WHAT TO WORK ON —
Extract each line of the records below that contains the word "graph".

Saved entries —

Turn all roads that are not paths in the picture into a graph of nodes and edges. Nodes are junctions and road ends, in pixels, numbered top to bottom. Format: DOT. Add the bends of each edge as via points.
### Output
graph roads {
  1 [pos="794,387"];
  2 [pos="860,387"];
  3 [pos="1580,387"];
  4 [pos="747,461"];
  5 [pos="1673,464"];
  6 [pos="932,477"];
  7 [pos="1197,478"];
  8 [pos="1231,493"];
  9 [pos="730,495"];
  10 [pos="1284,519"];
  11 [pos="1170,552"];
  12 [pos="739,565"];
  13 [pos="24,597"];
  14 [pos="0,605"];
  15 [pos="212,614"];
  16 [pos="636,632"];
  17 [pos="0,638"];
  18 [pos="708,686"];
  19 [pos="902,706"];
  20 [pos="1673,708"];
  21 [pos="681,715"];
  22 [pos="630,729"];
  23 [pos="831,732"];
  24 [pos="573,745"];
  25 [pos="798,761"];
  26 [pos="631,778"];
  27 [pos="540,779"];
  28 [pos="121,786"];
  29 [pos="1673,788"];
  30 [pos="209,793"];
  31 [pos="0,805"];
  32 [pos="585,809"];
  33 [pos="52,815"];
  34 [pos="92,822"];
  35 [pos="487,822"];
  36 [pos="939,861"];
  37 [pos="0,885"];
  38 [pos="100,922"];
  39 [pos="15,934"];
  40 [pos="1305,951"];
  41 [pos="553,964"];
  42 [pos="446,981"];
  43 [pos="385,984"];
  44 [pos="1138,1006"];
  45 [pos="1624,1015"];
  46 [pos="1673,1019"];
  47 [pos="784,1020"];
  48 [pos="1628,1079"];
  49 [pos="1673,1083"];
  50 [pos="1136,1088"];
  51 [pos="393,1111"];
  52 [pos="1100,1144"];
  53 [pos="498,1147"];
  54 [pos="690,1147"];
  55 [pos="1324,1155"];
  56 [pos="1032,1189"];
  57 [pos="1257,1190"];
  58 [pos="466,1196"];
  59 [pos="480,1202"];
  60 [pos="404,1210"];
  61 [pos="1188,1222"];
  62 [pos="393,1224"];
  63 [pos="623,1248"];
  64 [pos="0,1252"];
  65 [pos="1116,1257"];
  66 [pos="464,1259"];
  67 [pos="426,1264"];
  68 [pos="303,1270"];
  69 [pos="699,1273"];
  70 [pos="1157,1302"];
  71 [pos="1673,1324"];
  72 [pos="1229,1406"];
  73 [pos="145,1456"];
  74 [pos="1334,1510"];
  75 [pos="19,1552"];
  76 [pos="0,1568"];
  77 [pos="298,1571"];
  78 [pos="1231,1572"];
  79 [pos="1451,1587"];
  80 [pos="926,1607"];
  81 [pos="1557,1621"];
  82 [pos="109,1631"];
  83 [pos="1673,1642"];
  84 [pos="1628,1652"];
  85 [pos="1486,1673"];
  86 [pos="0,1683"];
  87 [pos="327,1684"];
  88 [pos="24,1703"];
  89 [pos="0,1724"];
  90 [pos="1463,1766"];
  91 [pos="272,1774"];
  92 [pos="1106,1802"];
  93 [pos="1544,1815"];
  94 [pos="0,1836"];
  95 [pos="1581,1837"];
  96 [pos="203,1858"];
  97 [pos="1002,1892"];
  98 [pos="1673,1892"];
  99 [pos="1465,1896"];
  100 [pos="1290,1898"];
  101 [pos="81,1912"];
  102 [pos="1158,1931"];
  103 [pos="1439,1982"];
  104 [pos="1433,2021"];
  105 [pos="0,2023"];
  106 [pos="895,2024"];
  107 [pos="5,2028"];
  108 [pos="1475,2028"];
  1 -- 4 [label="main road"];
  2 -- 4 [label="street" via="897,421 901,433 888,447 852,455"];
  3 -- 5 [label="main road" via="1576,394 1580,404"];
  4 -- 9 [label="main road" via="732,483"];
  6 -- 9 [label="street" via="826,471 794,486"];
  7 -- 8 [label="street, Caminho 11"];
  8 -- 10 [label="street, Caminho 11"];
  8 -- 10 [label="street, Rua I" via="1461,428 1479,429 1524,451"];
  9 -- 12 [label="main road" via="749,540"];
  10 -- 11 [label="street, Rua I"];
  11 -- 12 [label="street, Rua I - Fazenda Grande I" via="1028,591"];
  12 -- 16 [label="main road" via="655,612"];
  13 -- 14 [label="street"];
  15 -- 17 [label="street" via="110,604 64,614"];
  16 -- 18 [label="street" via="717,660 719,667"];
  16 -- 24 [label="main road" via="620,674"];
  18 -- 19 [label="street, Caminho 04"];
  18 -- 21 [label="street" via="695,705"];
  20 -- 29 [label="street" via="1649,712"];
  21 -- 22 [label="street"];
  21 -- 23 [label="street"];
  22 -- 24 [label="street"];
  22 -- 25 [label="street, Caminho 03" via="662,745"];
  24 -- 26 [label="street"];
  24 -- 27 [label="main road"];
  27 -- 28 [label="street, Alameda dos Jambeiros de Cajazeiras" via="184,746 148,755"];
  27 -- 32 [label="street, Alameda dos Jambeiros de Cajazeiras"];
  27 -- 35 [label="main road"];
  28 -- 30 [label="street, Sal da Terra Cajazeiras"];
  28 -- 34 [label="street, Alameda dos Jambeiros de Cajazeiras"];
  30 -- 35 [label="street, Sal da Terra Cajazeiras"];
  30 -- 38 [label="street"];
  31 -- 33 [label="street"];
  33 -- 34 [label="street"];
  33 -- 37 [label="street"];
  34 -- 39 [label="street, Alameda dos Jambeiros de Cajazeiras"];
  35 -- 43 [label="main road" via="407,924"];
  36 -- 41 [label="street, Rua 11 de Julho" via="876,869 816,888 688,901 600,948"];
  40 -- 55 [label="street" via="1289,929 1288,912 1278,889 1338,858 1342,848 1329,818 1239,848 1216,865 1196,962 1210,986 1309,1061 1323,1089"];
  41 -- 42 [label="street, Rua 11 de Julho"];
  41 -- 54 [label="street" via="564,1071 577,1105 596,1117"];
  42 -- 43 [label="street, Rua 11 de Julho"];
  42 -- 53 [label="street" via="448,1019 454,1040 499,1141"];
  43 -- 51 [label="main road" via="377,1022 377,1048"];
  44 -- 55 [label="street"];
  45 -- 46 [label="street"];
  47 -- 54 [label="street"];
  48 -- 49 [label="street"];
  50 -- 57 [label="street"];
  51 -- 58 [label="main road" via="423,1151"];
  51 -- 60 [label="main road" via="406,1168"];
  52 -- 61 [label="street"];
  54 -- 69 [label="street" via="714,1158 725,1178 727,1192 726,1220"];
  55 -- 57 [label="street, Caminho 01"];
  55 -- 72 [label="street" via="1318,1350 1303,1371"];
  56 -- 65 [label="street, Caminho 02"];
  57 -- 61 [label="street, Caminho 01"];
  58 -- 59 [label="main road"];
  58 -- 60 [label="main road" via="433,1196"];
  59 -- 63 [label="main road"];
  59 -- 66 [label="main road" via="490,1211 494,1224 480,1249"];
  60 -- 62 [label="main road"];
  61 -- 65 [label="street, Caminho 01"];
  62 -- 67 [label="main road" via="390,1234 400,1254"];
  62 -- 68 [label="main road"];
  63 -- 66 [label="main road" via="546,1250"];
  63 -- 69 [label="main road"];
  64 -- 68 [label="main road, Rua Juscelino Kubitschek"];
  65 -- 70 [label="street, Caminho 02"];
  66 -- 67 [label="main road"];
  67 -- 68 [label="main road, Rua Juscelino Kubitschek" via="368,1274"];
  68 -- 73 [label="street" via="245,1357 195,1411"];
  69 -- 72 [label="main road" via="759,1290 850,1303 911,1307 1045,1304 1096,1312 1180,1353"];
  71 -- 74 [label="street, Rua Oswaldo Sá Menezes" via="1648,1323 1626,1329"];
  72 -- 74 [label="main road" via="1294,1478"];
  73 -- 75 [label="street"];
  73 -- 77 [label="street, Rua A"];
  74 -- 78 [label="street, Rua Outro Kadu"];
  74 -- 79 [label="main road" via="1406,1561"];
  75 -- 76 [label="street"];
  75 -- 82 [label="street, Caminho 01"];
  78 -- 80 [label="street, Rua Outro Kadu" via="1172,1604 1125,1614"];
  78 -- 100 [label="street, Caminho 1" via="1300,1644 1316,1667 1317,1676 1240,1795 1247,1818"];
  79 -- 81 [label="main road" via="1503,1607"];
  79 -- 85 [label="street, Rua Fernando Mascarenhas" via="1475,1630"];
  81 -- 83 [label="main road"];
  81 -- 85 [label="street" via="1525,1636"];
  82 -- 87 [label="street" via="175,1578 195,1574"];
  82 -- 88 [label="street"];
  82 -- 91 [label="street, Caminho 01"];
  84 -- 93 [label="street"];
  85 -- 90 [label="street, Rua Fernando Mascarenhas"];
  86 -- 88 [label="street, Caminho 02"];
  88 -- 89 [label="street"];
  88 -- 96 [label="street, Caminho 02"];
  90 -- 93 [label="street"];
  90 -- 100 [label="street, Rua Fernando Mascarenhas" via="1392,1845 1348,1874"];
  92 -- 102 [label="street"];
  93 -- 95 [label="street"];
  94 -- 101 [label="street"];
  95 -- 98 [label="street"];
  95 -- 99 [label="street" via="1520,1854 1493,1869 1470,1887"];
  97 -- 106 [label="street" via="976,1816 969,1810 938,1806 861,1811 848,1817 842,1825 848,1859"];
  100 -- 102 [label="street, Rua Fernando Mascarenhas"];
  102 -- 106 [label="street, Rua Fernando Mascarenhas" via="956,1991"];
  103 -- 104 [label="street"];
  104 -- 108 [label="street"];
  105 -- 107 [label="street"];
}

ANSWER SECTION —
Turn all roads that are not paths in the picture into a graph of nodes and edges. Nodes are junctions and road ends, in pixels, numbered top to bottom. Format: DOT. Add the bends of each edge as via points.
graph roads {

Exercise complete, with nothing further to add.